_PROBLEM REQUIREMENTS_
Every entry that follows should be reproduced exactly.

_DATA EXCERPTS_
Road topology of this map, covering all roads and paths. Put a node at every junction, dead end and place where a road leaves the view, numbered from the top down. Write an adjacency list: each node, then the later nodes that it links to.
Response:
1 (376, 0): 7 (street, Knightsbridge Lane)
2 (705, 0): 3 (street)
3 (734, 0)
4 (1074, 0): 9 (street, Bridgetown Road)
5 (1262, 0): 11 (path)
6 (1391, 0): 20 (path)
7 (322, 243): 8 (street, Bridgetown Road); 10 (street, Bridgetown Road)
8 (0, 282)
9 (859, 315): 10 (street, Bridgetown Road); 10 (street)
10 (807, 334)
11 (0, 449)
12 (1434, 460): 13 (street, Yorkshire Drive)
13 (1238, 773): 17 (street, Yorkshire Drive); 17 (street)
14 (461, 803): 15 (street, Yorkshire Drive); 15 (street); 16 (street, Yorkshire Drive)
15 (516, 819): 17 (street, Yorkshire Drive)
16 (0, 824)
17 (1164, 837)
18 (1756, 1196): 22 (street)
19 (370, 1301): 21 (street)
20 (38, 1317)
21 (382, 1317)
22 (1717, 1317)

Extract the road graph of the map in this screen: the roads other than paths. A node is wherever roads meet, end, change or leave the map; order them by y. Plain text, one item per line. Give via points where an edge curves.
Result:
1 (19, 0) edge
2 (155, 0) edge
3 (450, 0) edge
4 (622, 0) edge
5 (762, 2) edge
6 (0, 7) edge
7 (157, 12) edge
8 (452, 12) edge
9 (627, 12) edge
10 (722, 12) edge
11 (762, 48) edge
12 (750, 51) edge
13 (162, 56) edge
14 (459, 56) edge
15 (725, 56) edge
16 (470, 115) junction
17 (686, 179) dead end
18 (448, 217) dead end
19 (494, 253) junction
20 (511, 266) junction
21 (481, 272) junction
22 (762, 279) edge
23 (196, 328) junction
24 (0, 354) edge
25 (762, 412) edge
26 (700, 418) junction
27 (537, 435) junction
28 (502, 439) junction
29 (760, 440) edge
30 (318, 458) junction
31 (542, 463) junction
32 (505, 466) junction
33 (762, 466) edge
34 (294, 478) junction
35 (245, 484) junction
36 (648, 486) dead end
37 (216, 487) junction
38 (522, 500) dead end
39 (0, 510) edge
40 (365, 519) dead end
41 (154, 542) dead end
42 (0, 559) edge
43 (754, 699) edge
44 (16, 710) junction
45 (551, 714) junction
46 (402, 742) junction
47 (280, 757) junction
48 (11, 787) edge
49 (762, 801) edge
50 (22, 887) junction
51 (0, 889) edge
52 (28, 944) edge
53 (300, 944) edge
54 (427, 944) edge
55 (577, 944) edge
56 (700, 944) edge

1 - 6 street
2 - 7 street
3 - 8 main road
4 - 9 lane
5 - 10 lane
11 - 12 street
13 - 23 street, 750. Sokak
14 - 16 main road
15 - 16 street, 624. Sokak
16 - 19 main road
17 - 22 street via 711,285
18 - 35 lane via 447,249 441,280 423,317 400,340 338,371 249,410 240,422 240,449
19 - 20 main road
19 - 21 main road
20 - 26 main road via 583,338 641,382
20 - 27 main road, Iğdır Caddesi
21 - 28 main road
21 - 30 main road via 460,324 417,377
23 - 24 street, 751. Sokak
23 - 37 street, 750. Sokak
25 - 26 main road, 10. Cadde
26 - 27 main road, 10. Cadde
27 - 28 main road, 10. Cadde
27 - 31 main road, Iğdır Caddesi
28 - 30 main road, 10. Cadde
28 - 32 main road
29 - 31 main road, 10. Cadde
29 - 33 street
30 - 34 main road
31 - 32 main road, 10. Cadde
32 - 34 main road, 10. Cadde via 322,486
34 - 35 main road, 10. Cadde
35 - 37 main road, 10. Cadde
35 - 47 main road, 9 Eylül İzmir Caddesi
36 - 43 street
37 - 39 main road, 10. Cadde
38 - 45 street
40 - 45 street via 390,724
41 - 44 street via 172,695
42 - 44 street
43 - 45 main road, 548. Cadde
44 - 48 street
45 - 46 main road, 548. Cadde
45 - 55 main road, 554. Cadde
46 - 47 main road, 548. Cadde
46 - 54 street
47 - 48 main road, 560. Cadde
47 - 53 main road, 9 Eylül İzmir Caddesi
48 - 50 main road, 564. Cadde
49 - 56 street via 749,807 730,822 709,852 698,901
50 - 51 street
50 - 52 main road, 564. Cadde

_RESULT OF THIS TASK_
Road topology of this map, covering all roads and paths. Put a node at every junction, dead end and place where a road leaves the view, numbered from the top down. Write an adjacency list: each node, then the later nodes that it links to.
Response:
1 (376, 0): 7 (street, Knightsbridge Lane)
2 (705, 0): 3 (street)
3 (734, 0)
4 (1074, 0): 9 (street, Bridgetown Road)
5 (1262, 0): 11 (path)
6 (1391, 0): 20 (path)
7 (322, 243): 8 (street, Bridgetown Road); 10 (street, Bridgetown Road)
8 (0, 282)
9 (859, 315): 10 (street, Bridgetown Road); 10 (street)
10 (807, 334)
11 (0, 449)
12 (1434, 460): 13 (street, Yorkshire Drive)
13 (1238, 773): 17 (street, Yorkshire Drive); 17 (street)
14 (461, 803): 15 (street, Yorkshire Drive); 15 (street); 16 (street, Yorkshire Drive)
15 (516, 819): 17 (street, Yorkshire Drive)
16 (0, 824)
17 (1164, 837)
18 (1756, 1196): 22 (street)
19 (370, 1301): 21 (street)
20 (38, 1317)
21 (382, 1317)
22 (1717, 1317)

Extract the road graph of the map in this screen: the roads other than paths. A node is wherever roads meet, end, change or leave the map; order them by y. Plain text, one item per line. Give via points where an edge curves.
Result:
1 (19, 0) edge
2 (155, 0) edge
3 (450, 0) edge
4 (622, 0) edge
5 (762, 2) edge
6 (0, 7) edge
7 (157, 12) edge
8 (452, 12) edge
9 (627, 12) edge
10 (722, 12) edge
11 (762, 48) edge
12 (750, 51) edge
13 (162, 56) edge
14 (459, 56) edge
15 (725, 56) edge
16 (470, 115) junction
17 (686, 179) dead end
18 (448, 217) dead end
19 (494, 253) junction
20 (511, 266) junction
21 (481, 272) junction
22 (762, 279) edge
23 (196, 328) junction
24 (0, 354) edge
25 (762, 412) edge
26 (700, 418) junction
27 (537, 435) junction
28 (502, 439) junction
29 (760, 440) edge
30 (318, 458) junction
31 (542, 463) junction
32 (505, 466) junction
33 (762, 466) edge
34 (294, 478) junction
35 (245, 484) junction
36 (648, 486) dead end
37 (216, 487) junction
38 (522, 500) dead end
39 (0, 510) edge
40 (365, 519) dead end
41 (154, 542) dead end
42 (0, 559) edge
43 (754, 699) edge
44 (16, 710) junction
45 (551, 714) junction
46 (402, 742) junction
47 (280, 757) junction
48 (11, 787) edge
49 (762, 801) edge
50 (22, 887) junction
51 (0, 889) edge
52 (28, 944) edge
53 (300, 944) edge
54 (427, 944) edge
55 (577, 944) edge
56 (700, 944) edge

1 - 6 street
2 - 7 street
3 - 8 main road
4 - 9 lane
5 - 10 lane
11 - 12 street
13 - 23 street, 750. Sokak
14 - 16 main road
15 - 16 street, 624. Sokak
16 - 19 main road
17 - 22 street via 711,285
18 - 35 lane via 447,249 441,280 423,317 400,340 338,371 249,410 240,422 240,449
19 - 20 main road
19 - 21 main road
20 - 26 main road via 583,338 641,382
20 - 27 main road, Iğdır Caddesi
21 - 28 main road
21 - 30 main road via 460,324 417,377
23 - 24 street, 751. Sokak
23 - 37 street, 750. Sokak
25 - 26 main road, 10. Cadde
26 - 27 main road, 10. Cadde
27 - 28 main road, 10. Cadde
27 - 31 main road, Iğdır Caddesi
28 - 30 main road, 10. Cadde
28 - 32 main road
29 - 31 main road, 10. Cadde
29 - 33 street
30 - 34 main road
31 - 32 main road, 10. Cadde
32 - 34 main road, 10. Cadde via 322,486
34 - 35 main road, 10. Cadde
35 - 37 main road, 10. Cadde
35 - 47 main road, 9 Eylül İzmir Caddesi
36 - 43 street
37 - 39 main road, 10. Cadde
38 - 45 street
40 - 45 street via 390,724
41 - 44 street via 172,695
42 - 44 street
43 - 45 main road, 548. Cadde
44 - 48 street
45 - 46 main road, 548. Cadde
45 - 55 main road, 554. Cadde
46 - 47 main road, 548. Cadde
46 - 54 street
47 - 48 main road, 560. Cadde
47 - 53 main road, 9 Eylül İzmir Caddesi
48 - 50 main road, 564. Cadde
49 - 56 street via 749,807 730,822 709,852 698,901
50 - 51 street
50 - 52 main road, 564. Cadde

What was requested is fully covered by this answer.